Misplaced My Mojo.

I feel like I misplaced my workshop mojo. Not because I'm burnt out, that's a different feeling, Not because I don't have anything to build, I have projects piled up to the rafters. And definitely not because I've been injured, ill, or in legal trouble of any kind.

August was simply an insanely busy month for us. Good, but chaotic. We had birthdays for two of our three daughters. The annual Midsummer's Feast with my medieval Reenactment Group (hands down the finest meal I eat every year) My in-laws celebrated their 50th wedding anniversary with a party we planned. And to put a cherry on top on the last day of the month, I had a lecture and presentation with my best friend and medieval combat buddy, Thom Peters, .

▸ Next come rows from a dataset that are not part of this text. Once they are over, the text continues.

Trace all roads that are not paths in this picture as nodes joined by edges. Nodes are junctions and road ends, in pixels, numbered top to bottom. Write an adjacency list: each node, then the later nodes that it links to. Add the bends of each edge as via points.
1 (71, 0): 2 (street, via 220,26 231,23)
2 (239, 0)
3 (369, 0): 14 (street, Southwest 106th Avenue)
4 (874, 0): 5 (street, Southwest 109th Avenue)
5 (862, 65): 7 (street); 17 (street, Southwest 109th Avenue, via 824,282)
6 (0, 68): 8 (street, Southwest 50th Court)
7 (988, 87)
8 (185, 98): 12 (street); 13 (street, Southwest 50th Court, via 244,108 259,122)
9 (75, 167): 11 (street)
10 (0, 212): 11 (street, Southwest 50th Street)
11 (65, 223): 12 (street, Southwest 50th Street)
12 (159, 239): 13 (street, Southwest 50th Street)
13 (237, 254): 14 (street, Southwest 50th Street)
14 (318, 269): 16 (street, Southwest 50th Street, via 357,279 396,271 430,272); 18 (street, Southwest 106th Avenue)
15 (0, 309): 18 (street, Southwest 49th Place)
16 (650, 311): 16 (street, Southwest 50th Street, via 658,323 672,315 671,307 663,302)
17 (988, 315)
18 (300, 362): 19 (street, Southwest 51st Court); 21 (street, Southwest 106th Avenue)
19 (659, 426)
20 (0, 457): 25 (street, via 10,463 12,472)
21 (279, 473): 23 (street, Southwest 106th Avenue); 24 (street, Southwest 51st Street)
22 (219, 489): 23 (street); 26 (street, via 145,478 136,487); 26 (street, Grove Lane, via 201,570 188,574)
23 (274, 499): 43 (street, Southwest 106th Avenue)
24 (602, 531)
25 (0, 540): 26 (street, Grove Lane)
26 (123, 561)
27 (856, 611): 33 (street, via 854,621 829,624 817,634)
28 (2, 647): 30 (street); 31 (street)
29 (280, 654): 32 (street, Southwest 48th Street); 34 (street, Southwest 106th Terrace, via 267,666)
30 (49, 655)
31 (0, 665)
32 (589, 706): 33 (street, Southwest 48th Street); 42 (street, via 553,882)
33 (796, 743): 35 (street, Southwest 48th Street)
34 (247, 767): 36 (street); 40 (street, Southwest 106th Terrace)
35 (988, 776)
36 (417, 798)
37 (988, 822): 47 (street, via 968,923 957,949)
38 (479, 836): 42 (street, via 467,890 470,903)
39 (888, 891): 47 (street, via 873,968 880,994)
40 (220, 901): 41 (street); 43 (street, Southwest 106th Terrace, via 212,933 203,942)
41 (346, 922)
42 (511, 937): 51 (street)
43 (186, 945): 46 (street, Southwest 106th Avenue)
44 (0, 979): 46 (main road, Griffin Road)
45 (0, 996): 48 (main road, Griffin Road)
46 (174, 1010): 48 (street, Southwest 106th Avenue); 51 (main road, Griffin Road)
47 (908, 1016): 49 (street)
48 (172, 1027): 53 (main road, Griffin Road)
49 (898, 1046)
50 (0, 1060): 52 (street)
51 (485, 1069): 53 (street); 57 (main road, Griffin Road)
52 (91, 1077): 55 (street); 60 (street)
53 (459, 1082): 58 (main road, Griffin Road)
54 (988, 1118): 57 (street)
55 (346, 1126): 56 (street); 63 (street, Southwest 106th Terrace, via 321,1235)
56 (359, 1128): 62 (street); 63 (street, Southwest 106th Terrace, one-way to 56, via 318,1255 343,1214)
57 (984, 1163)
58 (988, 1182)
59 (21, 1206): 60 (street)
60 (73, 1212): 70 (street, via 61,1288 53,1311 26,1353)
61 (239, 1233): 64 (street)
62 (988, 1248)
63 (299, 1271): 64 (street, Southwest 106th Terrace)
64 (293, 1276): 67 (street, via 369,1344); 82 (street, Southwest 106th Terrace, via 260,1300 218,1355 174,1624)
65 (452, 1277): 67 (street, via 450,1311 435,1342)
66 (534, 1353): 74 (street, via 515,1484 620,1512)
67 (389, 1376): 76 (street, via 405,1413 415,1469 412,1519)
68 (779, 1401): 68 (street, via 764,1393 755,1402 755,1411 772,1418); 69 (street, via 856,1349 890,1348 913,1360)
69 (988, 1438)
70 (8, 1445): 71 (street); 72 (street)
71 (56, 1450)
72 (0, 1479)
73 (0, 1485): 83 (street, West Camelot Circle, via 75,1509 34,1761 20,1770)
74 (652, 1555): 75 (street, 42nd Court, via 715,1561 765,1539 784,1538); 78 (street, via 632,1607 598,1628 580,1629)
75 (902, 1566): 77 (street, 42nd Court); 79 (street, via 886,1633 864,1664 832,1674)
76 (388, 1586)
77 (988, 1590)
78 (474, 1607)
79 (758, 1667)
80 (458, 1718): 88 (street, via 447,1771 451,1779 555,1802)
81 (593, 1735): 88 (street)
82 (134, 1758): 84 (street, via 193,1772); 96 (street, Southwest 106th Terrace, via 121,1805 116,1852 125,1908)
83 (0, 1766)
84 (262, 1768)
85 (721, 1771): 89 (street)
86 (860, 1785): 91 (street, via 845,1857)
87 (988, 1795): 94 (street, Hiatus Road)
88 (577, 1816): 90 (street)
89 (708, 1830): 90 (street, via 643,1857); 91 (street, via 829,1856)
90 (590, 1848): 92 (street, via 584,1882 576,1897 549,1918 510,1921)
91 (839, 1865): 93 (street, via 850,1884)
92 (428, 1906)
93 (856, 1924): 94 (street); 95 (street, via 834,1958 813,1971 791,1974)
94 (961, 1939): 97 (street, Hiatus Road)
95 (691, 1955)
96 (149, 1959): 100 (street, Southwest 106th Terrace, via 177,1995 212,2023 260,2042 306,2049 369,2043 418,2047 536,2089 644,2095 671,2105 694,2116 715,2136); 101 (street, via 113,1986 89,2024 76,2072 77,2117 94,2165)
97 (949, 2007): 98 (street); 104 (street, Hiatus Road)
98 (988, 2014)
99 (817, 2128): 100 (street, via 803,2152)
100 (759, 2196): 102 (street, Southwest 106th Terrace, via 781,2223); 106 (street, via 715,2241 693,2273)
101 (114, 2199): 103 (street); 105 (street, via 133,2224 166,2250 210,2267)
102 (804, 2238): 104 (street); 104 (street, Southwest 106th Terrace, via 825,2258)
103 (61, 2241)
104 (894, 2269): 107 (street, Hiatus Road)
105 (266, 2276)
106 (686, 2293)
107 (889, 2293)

Thom and I armored up for a combat demonstration earlier this year.

The show was called "Armor Up; A Real World Guide to Wearing Medieval Armor" and it was held at the Castlerock Arms and Armor Museum in Alma Wisconsin.

I'm part of several presentations every year on medieval weapons and armor, most of those are at best, semi-off the cuff, and often before roughly gathered crowds in parks and at fairs. This was a formal presentation at a museum, attended by people familiar with the subject and know what they're talking about, and surrounded by actual historic examples of the very items we're referring to.

I haven't given a formal, PowerPoint style lecture since I left teaching in 2008 to return to work at the hospital. That's more than six years.

A little out of practice, a prestigious setting, and did I mention it was a sold out to standing room crowd. I was a little nervous heading in.

After things got rolling, and I managed to get a few laughs from the terrifically generous crowd, I settled down, like I knew I would.

We introduced ourselves, dispelled a handful of popular myths about armor, then we went over the armor pieces worn between the 10th and 13th century, what they protect, how they fit into the over all scheme, and what can go wrong while wearing them for combat.

Then we showed them how long it takes to armor up both a common soldier and a knight in real time. The answer, three minutes for a common foot soldier to ready himself, and 27 minutes for the knight, with two inexperienced volunteer squires helping.

The whole event was well received by the attendees, the museum owner and the museum staff. The best possible outcome. Especially since I have two more presentations there upcoming this year.

At the end of this month, September 28th, I will be teaming with Master Blacksmith Thomas Latane and blacksmith/woodworker Paul Nyborg in a demonstration called Forest to Furniture. Where we will show the process involved taking a tree, riving and hewing it down to stock, smoothing and joining that stock into furniture, and then carving and finishing a piece.

Then at the end of November, the 30th, I will be doing a presentation on the Furniture of the Maciejowski Bible. Work I'm hip deep in deciphering at the moment. I'm a little more nervous about this one than I should be. The chaos of this summer and August in particular have put me well behind my schedule, but what will be will be and I will be ready to talk about the research I've completed, the direction's I've had to look, and the various threads I've had to string together thus far.

If you've got a chance and are in the area, swing by the museum on one of these dates and say hi.

Now it's time for me to get my butt back into the shop. Papa's gotta get his mojo back.